Какой же знак Зодиака правил тогда судьбой Сэмми? Целых два. Вот они встают у меня в памяти — Дева и Водолей… Вдвоем они образуют арку, воздвигнутую не в честь триумфа, но поражения, они держат мой геральдический щит; если я кем-то создан, то создан ими: они — мои родители, не плотские, но духовные.

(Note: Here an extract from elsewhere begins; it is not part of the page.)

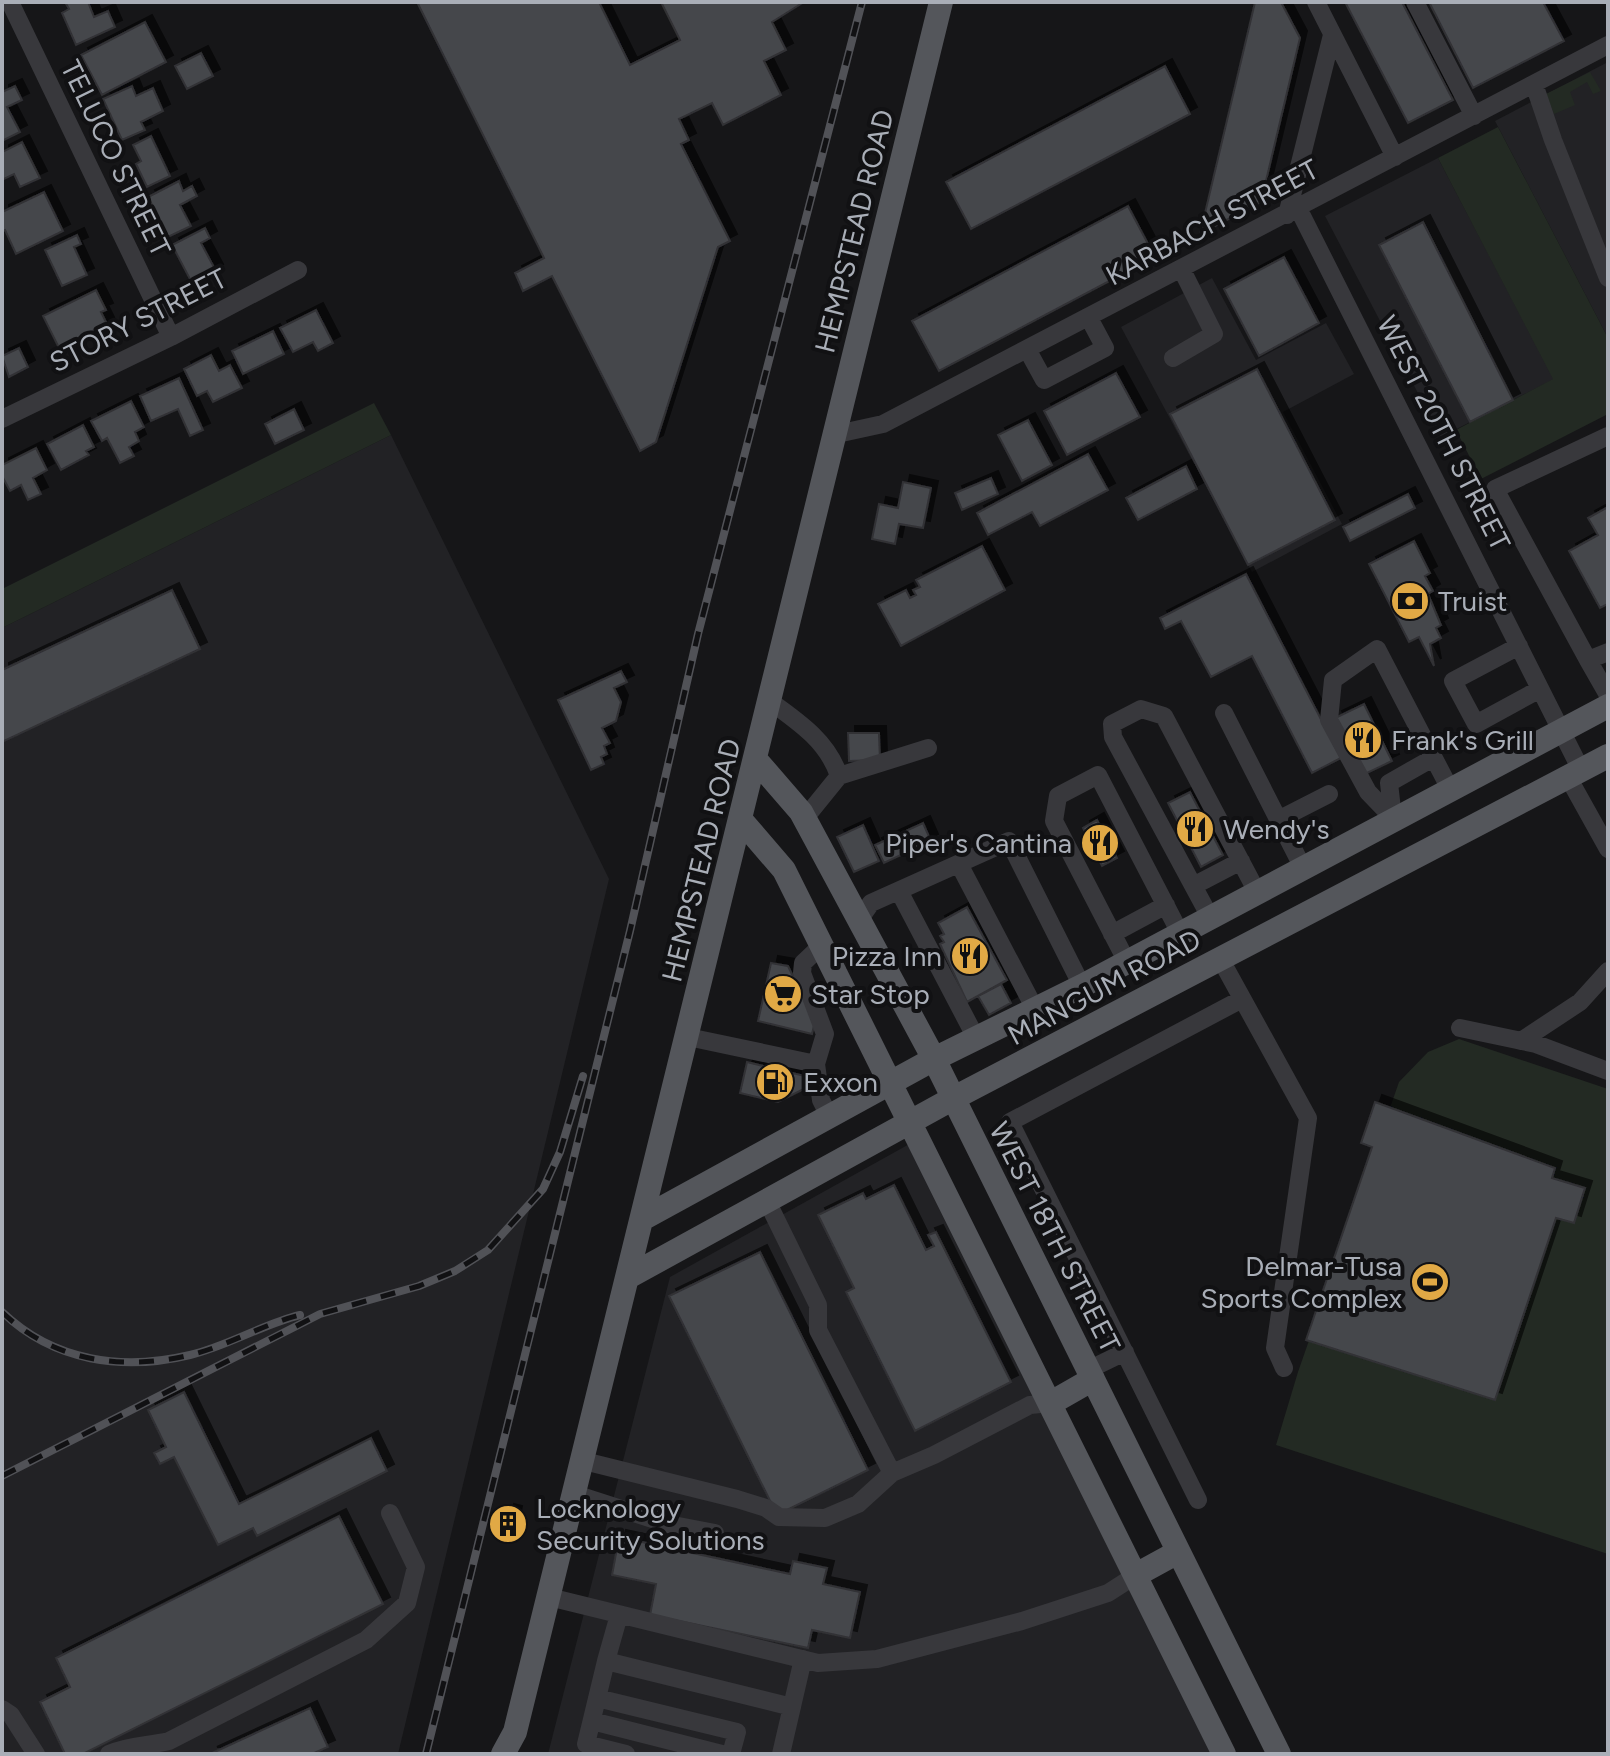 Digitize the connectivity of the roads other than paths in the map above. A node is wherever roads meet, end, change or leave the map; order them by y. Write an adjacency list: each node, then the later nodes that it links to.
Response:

С нашей классной наставницей мы целый год читали Писание; вела она и другие предметы. Рыжеволосая старая дева, в весьма солидном возрасте, с рыжеватой порослью, пробивающейся на верхней губе и на подбородке… Мисс Ровена Прингл. Вот уж кто меня ненавидел! И было за что: я вызывал у нее омерзение, да и она меня отталкивала; к тому же меня усыновил почти потерявший рассудок преподобный отец Штопачем, а она по нему сохла, и вот, вместо того чтобы жениться на ней, он взял и усыновил меня. Держалась мисс Прингл со всеми фиглями-миглями истинной леди. Стоило ей обнаружить у себя на руке чернильную марашку — пальцы щепотью взлетали в воздух и судорожно принимались отряхивать друг дружку — крошечные щупальца белоснежного осьминога: только так, на грани истерики, подлинная леди обязана блюсти чистоту. Любое пятно — не грязь, пятно! — было для нее непереносимо; и в своих религиозных наставлениях она держалась тех же правил. Одевалась она в коричневое. Если шел дождь, она влезала в коричневый макинтош с узким поясом, втискивала ноги в галоши; на руки натягивала плотно облегающие перчатки, а над головой качался коричневый зонт, украшенный кисточками и фестонами. В школе она ненадолго скрывалась в женской учительской, а затем, явившись в класс, уверенно шествовала к столу — образец вкуса и безупречной опрятности. Мисс Прингл носила пенсне в золотой оправе: золотая цепочка тончайшей выделки крепилась к миниатюрной золотой булавке, скрытой в кружевных оборках у нее на груди. Здесь же мерцал прозрачным отливом ограненный топаз. На полноватом веснушчатом лице неизменно играла благодушная учительская улыбка, тщательно обдуманная, как и весь ее гардероб.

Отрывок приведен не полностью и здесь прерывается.